## WHAT THIS TASK INVOLVES
Write out all of the records, keeping each one exactly as written.

## INPUT DATA
:::::

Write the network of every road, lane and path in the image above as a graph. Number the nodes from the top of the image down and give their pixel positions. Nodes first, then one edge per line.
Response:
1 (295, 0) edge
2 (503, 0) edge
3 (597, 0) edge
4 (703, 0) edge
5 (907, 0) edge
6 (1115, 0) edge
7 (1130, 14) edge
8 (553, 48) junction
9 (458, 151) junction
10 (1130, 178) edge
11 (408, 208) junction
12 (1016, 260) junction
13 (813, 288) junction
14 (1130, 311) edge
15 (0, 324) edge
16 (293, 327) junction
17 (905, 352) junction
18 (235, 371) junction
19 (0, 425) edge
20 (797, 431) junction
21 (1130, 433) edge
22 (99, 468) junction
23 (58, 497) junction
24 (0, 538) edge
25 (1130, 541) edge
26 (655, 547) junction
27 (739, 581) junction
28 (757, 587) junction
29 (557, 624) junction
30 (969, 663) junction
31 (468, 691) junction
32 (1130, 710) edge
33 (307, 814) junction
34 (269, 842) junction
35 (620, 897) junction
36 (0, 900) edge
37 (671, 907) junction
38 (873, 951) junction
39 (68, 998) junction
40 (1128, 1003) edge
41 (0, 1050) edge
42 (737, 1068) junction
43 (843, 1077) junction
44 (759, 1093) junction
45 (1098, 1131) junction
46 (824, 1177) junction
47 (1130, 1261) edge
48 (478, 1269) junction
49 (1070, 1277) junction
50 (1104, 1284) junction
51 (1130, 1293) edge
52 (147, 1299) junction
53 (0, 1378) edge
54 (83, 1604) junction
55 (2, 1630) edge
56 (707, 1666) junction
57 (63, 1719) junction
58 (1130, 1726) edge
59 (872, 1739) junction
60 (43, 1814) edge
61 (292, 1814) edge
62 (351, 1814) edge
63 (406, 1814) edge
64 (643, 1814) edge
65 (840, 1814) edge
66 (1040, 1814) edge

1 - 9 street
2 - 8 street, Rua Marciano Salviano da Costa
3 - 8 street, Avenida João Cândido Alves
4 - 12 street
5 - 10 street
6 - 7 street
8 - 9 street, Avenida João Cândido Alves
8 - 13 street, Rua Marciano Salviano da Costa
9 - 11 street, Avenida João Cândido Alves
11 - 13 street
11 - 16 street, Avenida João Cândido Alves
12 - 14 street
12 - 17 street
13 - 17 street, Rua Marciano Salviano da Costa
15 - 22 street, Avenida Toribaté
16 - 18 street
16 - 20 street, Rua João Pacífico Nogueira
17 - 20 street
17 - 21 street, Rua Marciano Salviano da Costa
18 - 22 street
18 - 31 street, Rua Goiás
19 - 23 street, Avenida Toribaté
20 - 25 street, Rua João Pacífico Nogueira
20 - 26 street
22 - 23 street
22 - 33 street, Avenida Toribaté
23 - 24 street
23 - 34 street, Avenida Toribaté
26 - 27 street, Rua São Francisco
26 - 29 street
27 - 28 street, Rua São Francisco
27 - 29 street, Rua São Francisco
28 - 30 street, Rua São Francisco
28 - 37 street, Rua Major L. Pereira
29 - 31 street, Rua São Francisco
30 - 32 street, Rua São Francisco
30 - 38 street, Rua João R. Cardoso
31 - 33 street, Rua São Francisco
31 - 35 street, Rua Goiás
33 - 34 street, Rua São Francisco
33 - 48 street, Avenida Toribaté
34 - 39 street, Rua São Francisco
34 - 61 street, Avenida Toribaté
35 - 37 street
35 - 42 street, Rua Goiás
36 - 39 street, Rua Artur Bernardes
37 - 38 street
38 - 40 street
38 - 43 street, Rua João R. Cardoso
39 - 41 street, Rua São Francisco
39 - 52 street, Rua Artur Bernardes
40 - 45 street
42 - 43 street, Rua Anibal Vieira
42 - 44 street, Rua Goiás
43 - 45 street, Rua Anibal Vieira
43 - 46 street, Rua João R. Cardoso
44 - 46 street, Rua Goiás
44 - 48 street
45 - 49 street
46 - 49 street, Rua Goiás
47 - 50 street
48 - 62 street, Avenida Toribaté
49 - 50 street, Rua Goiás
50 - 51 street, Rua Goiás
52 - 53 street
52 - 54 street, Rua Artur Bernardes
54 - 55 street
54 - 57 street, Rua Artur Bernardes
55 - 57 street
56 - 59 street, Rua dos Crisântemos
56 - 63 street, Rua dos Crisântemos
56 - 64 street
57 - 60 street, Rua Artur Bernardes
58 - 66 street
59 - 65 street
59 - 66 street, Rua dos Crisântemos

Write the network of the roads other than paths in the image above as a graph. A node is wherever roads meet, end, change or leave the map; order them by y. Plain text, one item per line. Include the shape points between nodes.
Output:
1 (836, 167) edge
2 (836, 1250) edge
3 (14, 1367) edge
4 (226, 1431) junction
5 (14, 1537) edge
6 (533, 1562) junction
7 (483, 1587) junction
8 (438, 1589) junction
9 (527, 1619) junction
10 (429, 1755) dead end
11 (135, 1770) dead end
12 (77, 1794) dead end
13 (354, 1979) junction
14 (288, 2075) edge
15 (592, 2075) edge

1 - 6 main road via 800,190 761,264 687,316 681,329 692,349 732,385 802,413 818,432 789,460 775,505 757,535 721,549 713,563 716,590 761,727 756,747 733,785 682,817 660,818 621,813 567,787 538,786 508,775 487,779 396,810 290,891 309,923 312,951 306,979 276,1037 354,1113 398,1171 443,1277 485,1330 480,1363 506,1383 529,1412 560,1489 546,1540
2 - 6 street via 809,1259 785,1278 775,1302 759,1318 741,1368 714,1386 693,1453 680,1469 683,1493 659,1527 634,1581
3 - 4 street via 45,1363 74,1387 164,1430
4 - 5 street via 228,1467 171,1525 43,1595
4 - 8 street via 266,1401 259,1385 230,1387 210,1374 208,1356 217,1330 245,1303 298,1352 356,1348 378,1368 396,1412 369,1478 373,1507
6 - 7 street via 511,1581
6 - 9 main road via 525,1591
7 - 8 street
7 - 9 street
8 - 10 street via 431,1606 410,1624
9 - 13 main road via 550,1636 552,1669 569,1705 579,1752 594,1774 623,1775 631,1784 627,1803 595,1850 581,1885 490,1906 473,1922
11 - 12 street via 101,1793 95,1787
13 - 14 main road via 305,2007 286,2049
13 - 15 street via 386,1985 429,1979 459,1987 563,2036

:::::

## OUTPUT OF THE TASK
Write the network of every road, lane and path in the image above as a graph. Number the nodes from the top of the image down and give their pixel positions. Nodes first, then one edge per line.
Response:
1 (295, 0) edge
2 (503, 0) edge
3 (597, 0) edge
4 (703, 0) edge
5 (907, 0) edge
6 (1115, 0) edge
7 (1130, 14) edge
8 (553, 48) junction
9 (458, 151) junction
10 (1130, 178) edge
11 (408, 208) junction
12 (1016, 260) junction
13 (813, 288) junction
14 (1130, 311) edge
15 (0, 324) edge
16 (293, 327) junction
17 (905, 352) junction
18 (235, 371) junction
19 (0, 425) edge
20 (797, 431) junction
21 (1130, 433) edge
22 (99, 468) junction
23 (58, 497) junction
24 (0, 538) edge
25 (1130, 541) edge
26 (655, 547) junction
27 (739, 581) junction
28 (757, 587) junction
29 (557, 624) junction
30 (969, 663) junction
31 (468, 691) junction
32 (1130, 710) edge
33 (307, 814) junction
34 (269, 842) junction
35 (620, 897) junction
36 (0, 900) edge
37 (671, 907) junction
38 (873, 951) junction
39 (68, 998) junction
40 (1128, 1003) edge
41 (0, 1050) edge
42 (737, 1068) junction
43 (843, 1077) junction
44 (759, 1093) junction
45 (1098, 1131) junction
46 (824, 1177) junction
47 (1130, 1261) edge
48 (478, 1269) junction
49 (1070, 1277) junction
50 (1104, 1284) junction
51 (1130, 1293) edge
52 (147, 1299) junction
53 (0, 1378) edge
54 (83, 1604) junction
55 (2, 1630) edge
56 (707, 1666) junction
57 (63, 1719) junction
58 (1130, 1726) edge
59 (872, 1739) junction
60 (43, 1814) edge
61 (292, 1814) edge
62 (351, 1814) edge
63 (406, 1814) edge
64 (643, 1814) edge
65 (840, 1814) edge
66 (1040, 1814) edge

1 - 9 street
2 - 8 street, Rua Marciano Salviano da Costa
3 - 8 street, Avenida João Cândido Alves
4 - 12 street
5 - 10 street
6 - 7 street
8 - 9 street, Avenida João Cândido Alves
8 - 13 street, Rua Marciano Salviano da Costa
9 - 11 street, Avenida João Cândido Alves
11 - 13 street
11 - 16 street, Avenida João Cândido Alves
12 - 14 street
12 - 17 street
13 - 17 street, Rua Marciano Salviano da Costa
15 - 22 street, Avenida Toribaté
16 - 18 street
16 - 20 street, Rua João Pacífico Nogueira
17 - 20 street
17 - 21 street, Rua Marciano Salviano da Costa
18 - 22 street
18 - 31 street, Rua Goiás
19 - 23 street, Avenida Toribaté
20 - 25 street, Rua João Pacífico Nogueira
20 - 26 street
22 - 23 street
22 - 33 street, Avenida Toribaté
23 - 24 street
23 - 34 street, Avenida Toribaté
26 - 27 street, Rua São Francisco
26 - 29 street
27 - 28 street, Rua São Francisco
27 - 29 street, Rua São Francisco
28 - 30 street, Rua São Francisco
28 - 37 street, Rua Major L. Pereira
29 - 31 street, Rua São Francisco
30 - 32 street, Rua São Francisco
30 - 38 street, Rua João R. Cardoso
31 - 33 street, Rua São Francisco
31 - 35 street, Rua Goiás
33 - 34 street, Rua São Francisco
33 - 48 street, Avenida Toribaté
34 - 39 street, Rua São Francisco
34 - 61 street, Avenida Toribaté
35 - 37 street
35 - 42 street, Rua Goiás
36 - 39 street, Rua Artur Bernardes
37 - 38 street
38 - 40 street
38 - 43 street, Rua João R. Cardoso
39 - 41 street, Rua São Francisco
39 - 52 street, Rua Artur Bernardes
40 - 45 street
42 - 43 street, Rua Anibal Vieira
42 - 44 street, Rua Goiás
43 - 45 street, Rua Anibal Vieira
43 - 46 street, Rua João R. Cardoso
44 - 46 street, Rua Goiás
44 - 48 street
45 - 49 street
46 - 49 street, Rua Goiás
47 - 50 street
48 - 62 street, Avenida Toribaté
49 - 50 street, Rua Goiás
50 - 51 street, Rua Goiás
52 - 53 street
52 - 54 street, Rua Artur Bernardes
54 - 55 street
54 - 57 street, Rua Artur Bernardes
55 - 57 street
56 - 59 street, Rua dos Crisântemos
56 - 63 street, Rua dos Crisântemos
56 - 64 street
57 - 60 street, Rua Artur Bernardes
58 - 66 street
59 - 65 street
59 - 66 street, Rua dos Crisântemos

Write the network of the roads other than paths in the image above as a graph. A node is wherever roads meet, end, change or leave the map; order them by y. Plain text, one item per line. Include the shape points between nodes.
Output:
1 (836, 167) edge
2 (836, 1250) edge
3 (14, 1367) edge
4 (226, 1431) junction
5 (14, 1537) edge
6 (533, 1562) junction
7 (483, 1587) junction
8 (438, 1589) junction
9 (527, 1619) junction
10 (429, 1755) dead end
11 (135, 1770) dead end
12 (77, 1794) dead end
13 (354, 1979) junction
14 (288, 2075) edge
15 (592, 2075) edge

1 - 6 main road via 800,190 761,264 687,316 681,329 692,349 732,385 802,413 818,432 789,460 775,505 757,535 721,549 713,563 716,590 761,727 756,747 733,785 682,817 660,818 621,813 567,787 538,786 508,775 487,779 396,810 290,891 309,923 312,951 306,979 276,1037 354,1113 398,1171 443,1277 485,1330 480,1363 506,1383 529,1412 560,1489 546,1540
2 - 6 street via 809,1259 785,1278 775,1302 759,1318 741,1368 714,1386 693,1453 680,1469 683,1493 659,1527 634,1581
3 - 4 street via 45,1363 74,1387 164,1430
4 - 5 street via 228,1467 171,1525 43,1595
4 - 8 street via 266,1401 259,1385 230,1387 210,1374 208,1356 217,1330 245,1303 298,1352 356,1348 378,1368 396,1412 369,1478 373,1507
6 - 7 street via 511,1581
6 - 9 main road via 525,1591
7 - 8 street
7 - 9 street
8 - 10 street via 431,1606 410,1624
9 - 13 main road via 550,1636 552,1669 569,1705 579,1752 594,1774 623,1775 631,1784 627,1803 595,1850 581,1885 490,1906 473,1922
11 - 12 street via 101,1793 95,1787
13 - 14 main road via 305,2007 286,2049
13 - 15 street via 386,1985 429,1979 459,1987 563,2036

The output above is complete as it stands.